» Task prompt
When the word "lane" appears in a line of the data below, list that line.
---------- Information provided ----------
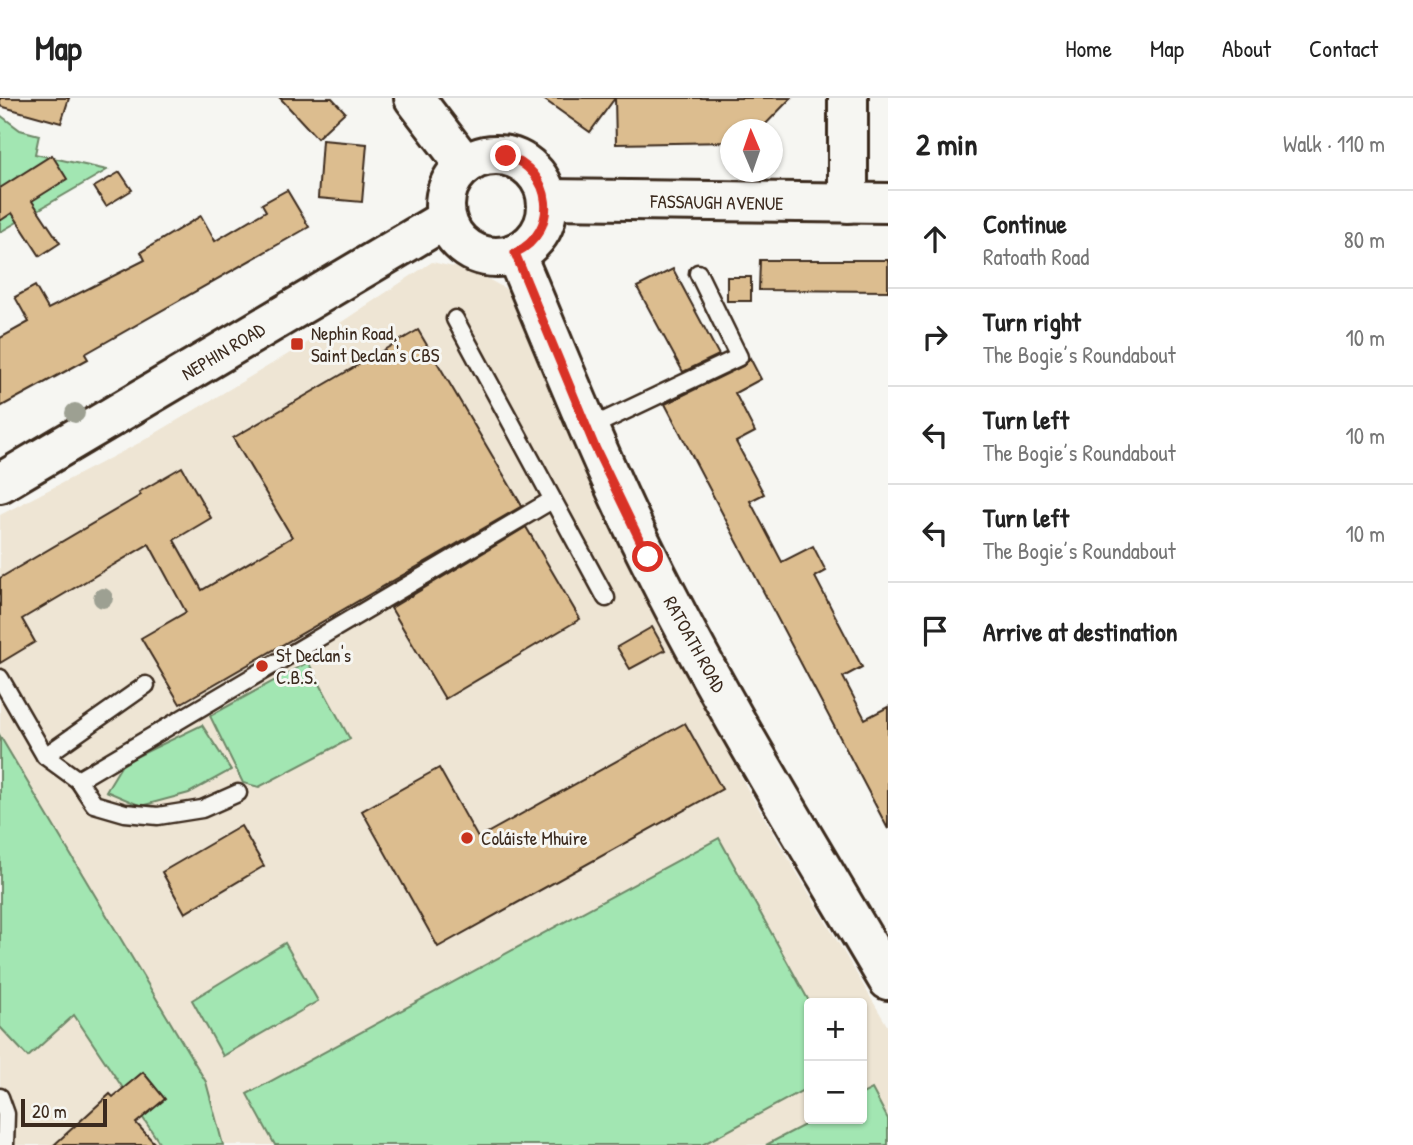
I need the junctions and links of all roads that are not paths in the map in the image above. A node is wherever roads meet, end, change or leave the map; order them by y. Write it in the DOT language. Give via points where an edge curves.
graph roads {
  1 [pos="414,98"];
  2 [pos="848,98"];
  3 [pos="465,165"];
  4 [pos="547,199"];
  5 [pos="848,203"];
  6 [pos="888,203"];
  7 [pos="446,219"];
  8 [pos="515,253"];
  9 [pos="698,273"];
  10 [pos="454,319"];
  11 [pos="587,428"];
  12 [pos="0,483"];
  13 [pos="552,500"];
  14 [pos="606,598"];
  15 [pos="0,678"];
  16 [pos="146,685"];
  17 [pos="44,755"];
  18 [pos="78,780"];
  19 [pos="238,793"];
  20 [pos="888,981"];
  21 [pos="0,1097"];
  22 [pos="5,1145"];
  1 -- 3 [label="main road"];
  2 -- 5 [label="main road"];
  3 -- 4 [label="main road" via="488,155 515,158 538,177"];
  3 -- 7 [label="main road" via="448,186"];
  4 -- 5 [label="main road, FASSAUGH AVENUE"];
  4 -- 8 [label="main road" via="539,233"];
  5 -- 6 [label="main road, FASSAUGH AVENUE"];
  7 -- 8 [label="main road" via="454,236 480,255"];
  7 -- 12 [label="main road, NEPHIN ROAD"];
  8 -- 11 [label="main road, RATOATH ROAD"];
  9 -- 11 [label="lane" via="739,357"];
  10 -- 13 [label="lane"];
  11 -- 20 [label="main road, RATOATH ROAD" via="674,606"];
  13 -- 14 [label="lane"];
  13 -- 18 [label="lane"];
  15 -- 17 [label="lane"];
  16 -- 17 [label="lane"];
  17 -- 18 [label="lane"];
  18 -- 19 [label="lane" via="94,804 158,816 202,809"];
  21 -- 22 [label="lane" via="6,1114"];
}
----------
» Your solution
  9 -- 11 [label="lane" via="739,357"];
  10 -- 13 [label="lane"];
  13 -- 14 [label="lane"];
  13 -- 18 [label="lane"];
  15 -- 17 [label="lane"];
  16 -- 17 [label="lane"];
  17 -- 18 [label="lane"];
  18 -- 19 [label="lane" via="94,804 158,816 202,809"];
  21 -- 22 [label="lane" via="6,1114"];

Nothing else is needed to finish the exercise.